BEGIN Data section

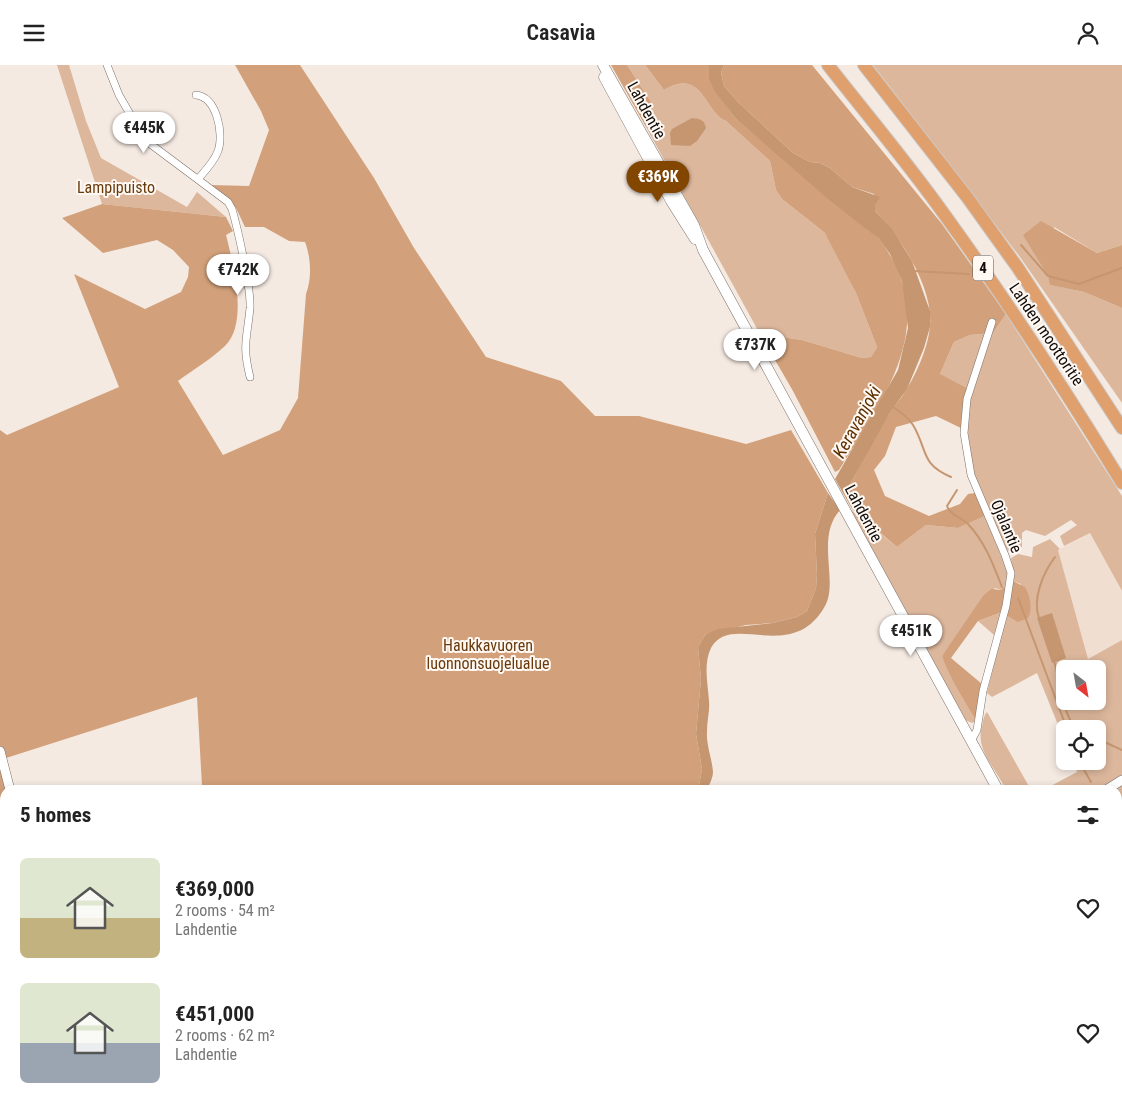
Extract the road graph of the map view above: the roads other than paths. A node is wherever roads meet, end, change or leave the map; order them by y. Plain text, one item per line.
1 (107, 65) edge
2 (599, 65) edge
3 (604, 65) edge
4 (828, 65) edge
5 (864, 65) edge
6 (196, 95) dead end
7 (641, 138) junction
8 (198, 179) junction
9 (992, 322) dead end
10 (250, 377) dead end
11 (1122, 428) edge
12 (1122, 483) edge
13 (972, 741) junction
14 (0, 751) edge
15 (3, 774) edge
16 (995, 785) edge

1 - 8 street
2 - 7 main road, Lahdentie
3 - 7 main road, Lahdentie
4 - 12 highway, Lahden moottoritie / 4
5 - 11 highway, Lahden moottoritie / 4
6 - 8 street
7 - 13 main road, Lahdentie
8 - 10 street
9 - 13 street, Ojalantie
13 - 16 main road, Lahdentie
14 - 15 street

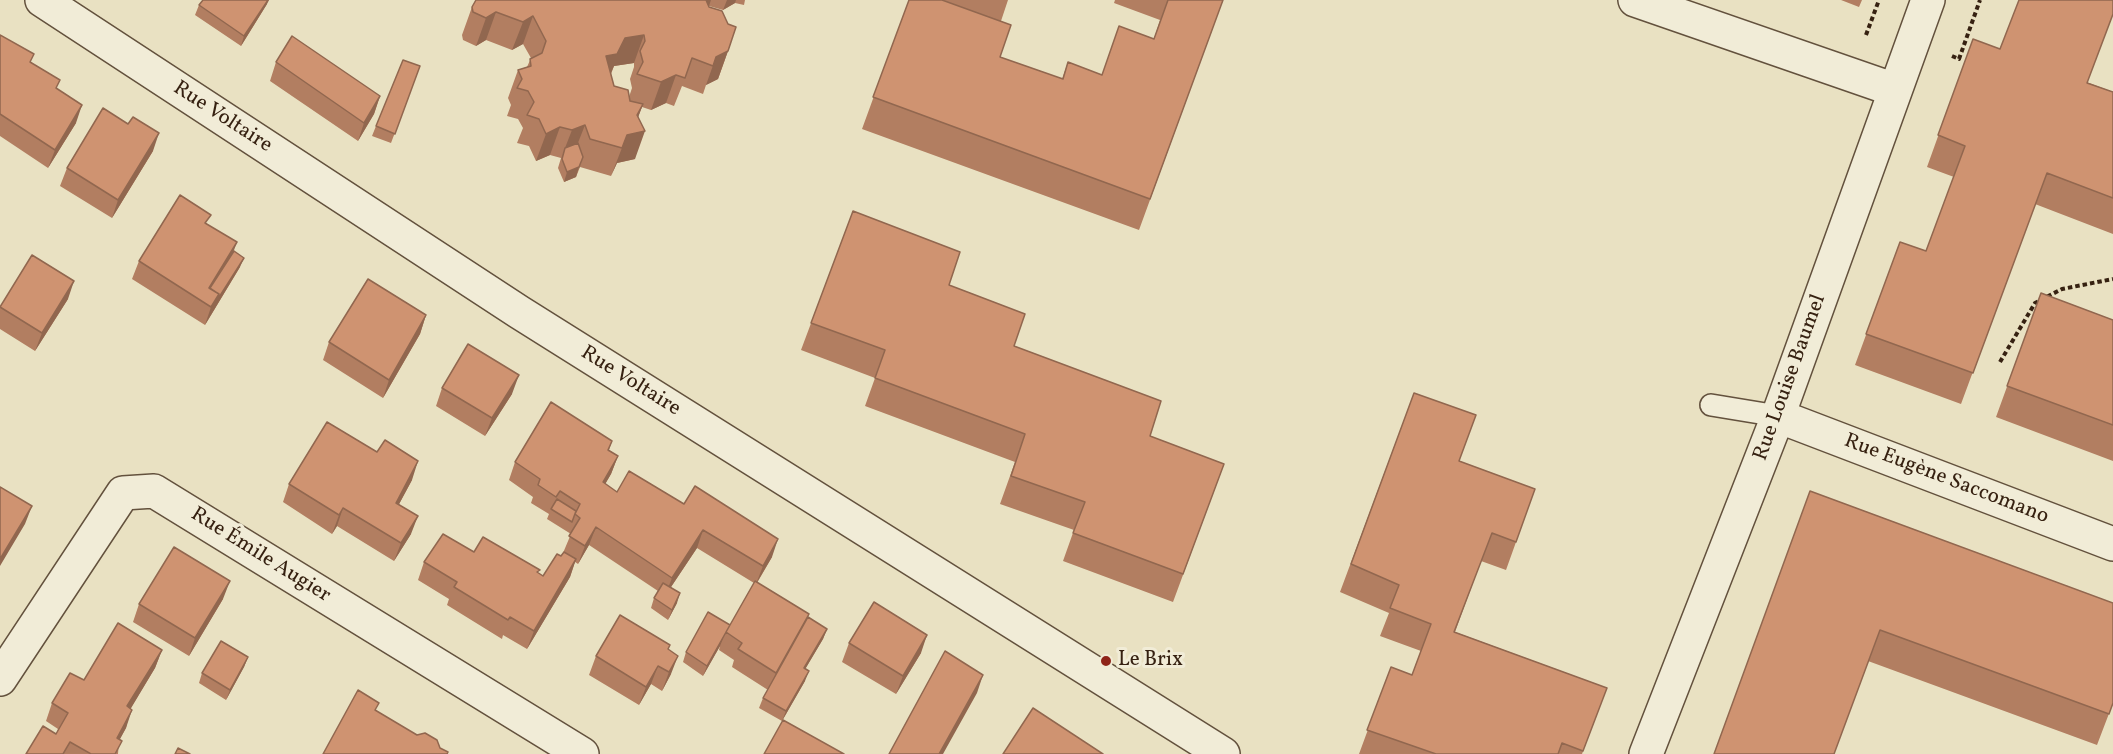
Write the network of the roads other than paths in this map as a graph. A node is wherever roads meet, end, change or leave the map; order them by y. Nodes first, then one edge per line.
1 (42, 0) edge
2 (1635, 0) edge
3 (1928, 0) edge
4 (1895, 90) junction
5 (1711, 405) dead end
6 (1778, 416) junction
7 (2113, 544) edge
8 (0, 679) edge
9 (582, 754) edge
10 (1223, 754) edge
11 (1646, 754) edge

1 - 10 street, Rue Voltaire
2 - 4 street
3 - 4 street, Rue Louise Baumel
4 - 6 street, Rue Louise Baumel
5 - 6 lane
6 - 7 street, Rue Eugène Saccomano
6 - 11 street, Rue Louise Baumel
8 - 9 street, Rue Émile Augier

END Data section

◆ **Task to complete**
In the copy, include every line of the entries above exactly and none of the pictures.

◆ **Answer box**
Extract the road graph of the map view above: the roads other than paths. A node is wherever roads meet, end, change or leave the map; order them by y. Plain text, one item per line.
1 (107, 65) edge
2 (599, 65) edge
3 (604, 65) edge
4 (828, 65) edge
5 (864, 65) edge
6 (196, 95) dead end
7 (641, 138) junction
8 (198, 179) junction
9 (992, 322) dead end
10 (250, 377) dead end
11 (1122, 428) edge
12 (1122, 483) edge
13 (972, 741) junction
14 (0, 751) edge
15 (3, 774) edge
16 (995, 785) edge

1 - 8 street
2 - 7 main road, Lahdentie
3 - 7 main road, Lahdentie
4 - 12 highway, Lahden moottoritie / 4
5 - 11 highway, Lahden moottoritie / 4
6 - 8 street
7 - 13 main road, Lahdentie
8 - 10 street
9 - 13 street, Ojalantie
13 - 16 main road, Lahdentie
14 - 15 street

Write the network of the roads other than paths in this map as a graph. A node is wherever roads meet, end, change or leave the map; order them by y. Nodes first, then one edge per line.
1 (42, 0) edge
2 (1635, 0) edge
3 (1928, 0) edge
4 (1895, 90) junction
5 (1711, 405) dead end
6 (1778, 416) junction
7 (2113, 544) edge
8 (0, 679) edge
9 (582, 754) edge
10 (1223, 754) edge
11 (1646, 754) edge

1 - 10 street, Rue Voltaire
2 - 4 street
3 - 4 street, Rue Louise Baumel
4 - 6 street, Rue Louise Baumel
5 - 6 lane
6 - 7 street, Rue Eugène Saccomano
6 - 11 street, Rue Louise Baumel
8 - 9 street, Rue Émile Augier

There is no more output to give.